Pilots involved in the encounters stated the objects accelerated instantly, maintained stable flight without wings, and operated in restricted airspace. No adversary claimed ownership. No technical breakdown followed.

The footage was real. The explanation never came.

Incidents near sensitive military sites

 

Several confirmed encounters occurred near nuclear facilities and military training zones. One of the most cited examples involved U.S. Navy pilots operating off the East Coast between 2014 and 2015, who reported daily encounters with unknown objects during training missions.

Radar operators tracked these objects dropping from high altitude to sea level in seconds. The encounters were documented and later referenced in official briefings to Congress.

Governments confirmed the incidents occurred. They did not identify the craft.

 

New data, same uncertainty

Between 1 May 2023 and 1 June 2024, the Pentagon’s All-domain Anomaly Resolution Office collected 757 new UAP reports, according to a Department of Defense update released on 14 November 2024 at 10:00 EST.

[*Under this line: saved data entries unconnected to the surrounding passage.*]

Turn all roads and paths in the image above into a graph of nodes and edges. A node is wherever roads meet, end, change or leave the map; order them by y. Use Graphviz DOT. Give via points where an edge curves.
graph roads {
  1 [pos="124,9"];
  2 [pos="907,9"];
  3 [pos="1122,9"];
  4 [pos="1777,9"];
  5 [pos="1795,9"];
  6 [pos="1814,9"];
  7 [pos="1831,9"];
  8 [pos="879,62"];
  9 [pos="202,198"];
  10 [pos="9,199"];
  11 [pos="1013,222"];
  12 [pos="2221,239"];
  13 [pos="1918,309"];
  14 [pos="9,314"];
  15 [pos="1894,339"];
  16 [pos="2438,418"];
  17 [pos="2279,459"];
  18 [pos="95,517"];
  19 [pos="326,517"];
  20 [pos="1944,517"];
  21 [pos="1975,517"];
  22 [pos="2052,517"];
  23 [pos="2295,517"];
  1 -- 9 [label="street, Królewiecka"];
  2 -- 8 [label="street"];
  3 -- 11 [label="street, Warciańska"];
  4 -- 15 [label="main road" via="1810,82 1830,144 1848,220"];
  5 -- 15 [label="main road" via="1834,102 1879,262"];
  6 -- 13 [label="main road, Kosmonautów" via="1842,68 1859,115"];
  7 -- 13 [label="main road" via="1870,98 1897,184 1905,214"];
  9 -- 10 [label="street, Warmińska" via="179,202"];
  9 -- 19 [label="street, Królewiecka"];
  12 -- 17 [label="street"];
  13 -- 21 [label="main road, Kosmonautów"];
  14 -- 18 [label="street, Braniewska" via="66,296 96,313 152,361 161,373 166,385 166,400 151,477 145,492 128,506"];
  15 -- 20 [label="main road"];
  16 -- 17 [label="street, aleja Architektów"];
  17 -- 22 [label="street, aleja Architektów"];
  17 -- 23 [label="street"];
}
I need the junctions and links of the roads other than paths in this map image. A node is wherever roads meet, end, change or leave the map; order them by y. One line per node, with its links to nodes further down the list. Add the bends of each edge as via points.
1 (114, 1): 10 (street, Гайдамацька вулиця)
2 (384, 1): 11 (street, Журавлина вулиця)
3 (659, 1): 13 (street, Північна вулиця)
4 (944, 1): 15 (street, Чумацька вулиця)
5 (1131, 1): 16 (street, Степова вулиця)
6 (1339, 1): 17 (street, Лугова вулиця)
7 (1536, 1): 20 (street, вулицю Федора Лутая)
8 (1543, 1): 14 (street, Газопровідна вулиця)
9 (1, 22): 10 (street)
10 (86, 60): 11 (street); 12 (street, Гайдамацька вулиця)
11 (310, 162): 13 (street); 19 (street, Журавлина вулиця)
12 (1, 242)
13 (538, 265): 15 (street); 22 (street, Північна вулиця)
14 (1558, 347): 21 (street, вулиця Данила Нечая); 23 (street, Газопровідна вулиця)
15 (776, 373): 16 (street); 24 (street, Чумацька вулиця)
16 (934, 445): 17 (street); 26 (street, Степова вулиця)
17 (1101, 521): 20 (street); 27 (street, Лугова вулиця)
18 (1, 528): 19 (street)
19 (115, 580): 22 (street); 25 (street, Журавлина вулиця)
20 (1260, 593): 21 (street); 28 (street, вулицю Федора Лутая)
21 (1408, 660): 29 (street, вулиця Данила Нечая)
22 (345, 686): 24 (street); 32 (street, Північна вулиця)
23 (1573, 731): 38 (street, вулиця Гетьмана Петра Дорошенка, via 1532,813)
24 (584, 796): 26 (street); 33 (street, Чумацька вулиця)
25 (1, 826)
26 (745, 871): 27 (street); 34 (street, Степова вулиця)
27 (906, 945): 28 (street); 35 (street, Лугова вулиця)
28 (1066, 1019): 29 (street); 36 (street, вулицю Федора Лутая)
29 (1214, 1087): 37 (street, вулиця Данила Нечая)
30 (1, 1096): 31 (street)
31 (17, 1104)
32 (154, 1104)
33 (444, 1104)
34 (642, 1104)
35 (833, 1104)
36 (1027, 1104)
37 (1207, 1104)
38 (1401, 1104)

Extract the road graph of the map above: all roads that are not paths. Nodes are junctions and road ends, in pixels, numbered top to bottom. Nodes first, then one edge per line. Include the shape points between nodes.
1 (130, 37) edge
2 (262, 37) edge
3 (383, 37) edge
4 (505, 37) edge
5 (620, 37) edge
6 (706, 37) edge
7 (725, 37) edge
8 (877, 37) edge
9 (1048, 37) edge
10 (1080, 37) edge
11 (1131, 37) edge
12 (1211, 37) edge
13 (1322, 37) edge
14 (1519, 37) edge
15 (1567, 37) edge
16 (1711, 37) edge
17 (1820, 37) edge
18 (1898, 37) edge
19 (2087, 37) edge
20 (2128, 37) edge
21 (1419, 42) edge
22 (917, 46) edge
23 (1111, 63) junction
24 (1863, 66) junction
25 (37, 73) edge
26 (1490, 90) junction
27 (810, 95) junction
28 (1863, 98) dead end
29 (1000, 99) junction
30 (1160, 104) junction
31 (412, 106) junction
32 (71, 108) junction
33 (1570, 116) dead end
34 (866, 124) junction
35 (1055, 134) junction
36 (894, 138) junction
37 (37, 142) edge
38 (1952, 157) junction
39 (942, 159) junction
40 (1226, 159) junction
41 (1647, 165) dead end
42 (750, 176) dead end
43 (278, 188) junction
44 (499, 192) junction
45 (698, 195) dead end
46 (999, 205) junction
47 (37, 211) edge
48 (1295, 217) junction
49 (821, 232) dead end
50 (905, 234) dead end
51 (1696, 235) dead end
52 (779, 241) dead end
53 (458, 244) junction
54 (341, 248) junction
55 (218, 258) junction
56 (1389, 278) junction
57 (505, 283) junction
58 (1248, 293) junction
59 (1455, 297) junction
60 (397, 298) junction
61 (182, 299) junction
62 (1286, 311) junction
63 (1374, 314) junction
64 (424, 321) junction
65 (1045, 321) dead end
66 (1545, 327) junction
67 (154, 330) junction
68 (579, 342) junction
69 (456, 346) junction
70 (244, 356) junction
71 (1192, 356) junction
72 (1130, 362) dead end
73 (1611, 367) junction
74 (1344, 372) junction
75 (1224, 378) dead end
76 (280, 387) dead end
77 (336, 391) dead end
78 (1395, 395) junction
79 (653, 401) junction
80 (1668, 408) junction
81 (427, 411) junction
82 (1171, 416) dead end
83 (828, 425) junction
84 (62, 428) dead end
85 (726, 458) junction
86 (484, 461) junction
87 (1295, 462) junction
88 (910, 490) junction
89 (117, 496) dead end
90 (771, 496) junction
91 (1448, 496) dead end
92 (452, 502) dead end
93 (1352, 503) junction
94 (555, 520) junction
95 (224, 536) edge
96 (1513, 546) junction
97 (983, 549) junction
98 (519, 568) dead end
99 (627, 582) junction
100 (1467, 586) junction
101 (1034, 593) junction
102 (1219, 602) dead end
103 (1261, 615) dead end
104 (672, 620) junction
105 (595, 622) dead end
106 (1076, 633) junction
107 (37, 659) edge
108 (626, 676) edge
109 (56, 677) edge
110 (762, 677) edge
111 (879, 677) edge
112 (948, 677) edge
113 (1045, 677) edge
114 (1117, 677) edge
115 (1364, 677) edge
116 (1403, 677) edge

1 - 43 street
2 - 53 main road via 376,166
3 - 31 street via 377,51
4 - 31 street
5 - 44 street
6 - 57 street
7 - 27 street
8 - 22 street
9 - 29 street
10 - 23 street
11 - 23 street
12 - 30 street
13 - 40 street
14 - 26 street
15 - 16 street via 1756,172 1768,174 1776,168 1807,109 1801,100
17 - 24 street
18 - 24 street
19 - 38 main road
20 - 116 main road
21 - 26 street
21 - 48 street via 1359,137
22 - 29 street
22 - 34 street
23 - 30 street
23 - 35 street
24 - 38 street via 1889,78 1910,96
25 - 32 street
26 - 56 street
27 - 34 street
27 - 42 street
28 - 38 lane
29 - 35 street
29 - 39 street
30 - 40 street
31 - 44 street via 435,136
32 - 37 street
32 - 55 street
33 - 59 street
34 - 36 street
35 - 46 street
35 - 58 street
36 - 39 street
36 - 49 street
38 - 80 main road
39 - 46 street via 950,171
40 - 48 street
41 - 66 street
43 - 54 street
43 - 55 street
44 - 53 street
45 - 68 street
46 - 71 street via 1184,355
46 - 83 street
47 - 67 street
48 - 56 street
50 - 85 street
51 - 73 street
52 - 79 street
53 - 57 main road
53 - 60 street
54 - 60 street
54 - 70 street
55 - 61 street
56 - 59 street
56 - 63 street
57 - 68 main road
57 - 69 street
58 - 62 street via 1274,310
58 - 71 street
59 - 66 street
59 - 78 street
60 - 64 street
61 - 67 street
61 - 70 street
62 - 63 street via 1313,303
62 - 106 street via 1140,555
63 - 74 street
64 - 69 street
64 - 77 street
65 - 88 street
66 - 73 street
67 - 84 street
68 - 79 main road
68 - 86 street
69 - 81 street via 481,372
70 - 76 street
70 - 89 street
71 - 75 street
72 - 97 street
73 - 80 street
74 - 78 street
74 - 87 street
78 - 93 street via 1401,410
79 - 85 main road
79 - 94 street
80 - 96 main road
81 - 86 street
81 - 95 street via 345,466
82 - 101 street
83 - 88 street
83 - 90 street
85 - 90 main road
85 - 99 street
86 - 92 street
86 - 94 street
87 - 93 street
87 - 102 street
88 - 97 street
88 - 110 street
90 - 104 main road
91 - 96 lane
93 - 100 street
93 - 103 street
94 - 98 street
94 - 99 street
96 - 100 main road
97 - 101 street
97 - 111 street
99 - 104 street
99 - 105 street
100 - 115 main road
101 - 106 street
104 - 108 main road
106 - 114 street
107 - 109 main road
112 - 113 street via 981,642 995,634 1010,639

Of those, nearly half remained unresolved after analysis. Some cases involved physical objects detected by multiple sensors. Others showed structured movement inconsistent with weather balloons, drones, or sensor glitches.

The increase in reports did not bring clarity. It reinforced the problem.

 

Congressional testimony under oath

On 9 September 2025, a U.S. congressional hearing placed the issue squarely in public view. Former military personnel testified under oath that they had encountered objects outperforming known aircraft.

Lawmakers were told that data gaps, classification limits, and incomplete sensor coverage prevented firm conclusions. No witness claimed definitive extraterrestrial origin. None dismissed the encounters as simple mistakes.

Once again, the government confirmed the events without explaining them.

 

Why explanations remain elusive

There are several reasons governments stop short of answers.

First, data limitations. Many encounters are brief and captured under combat conditions, where sensors are not optimized for scientific study.

Second, national security. Revealing sensor capabilities or vulnerabilities could expose defense systems.

Third, scientific uncertainty. Some objects may represent rare atmospheric effects or unknown physics that current models do not fully describe.

None of these explanations resolve the sightings themselves. They only explain the silence.

 

Why this moment is different

What separates modern UAP encounters from older UFO stories is documentation. These cases involve radar tracks, infrared imaging, pilot testimony, and official confirmation.

Governments are no longer denying that something unusual is happening. They are acknowledging it and admitting they do not yet understand it.

That shift matters.

It moves the topic from rumor to record, from fringe debate to institutional concern.

 

The unanswered question

Are these objects advanced foreign technology? Rare natural phenomena? Instrument artifacts? Or something else entirely?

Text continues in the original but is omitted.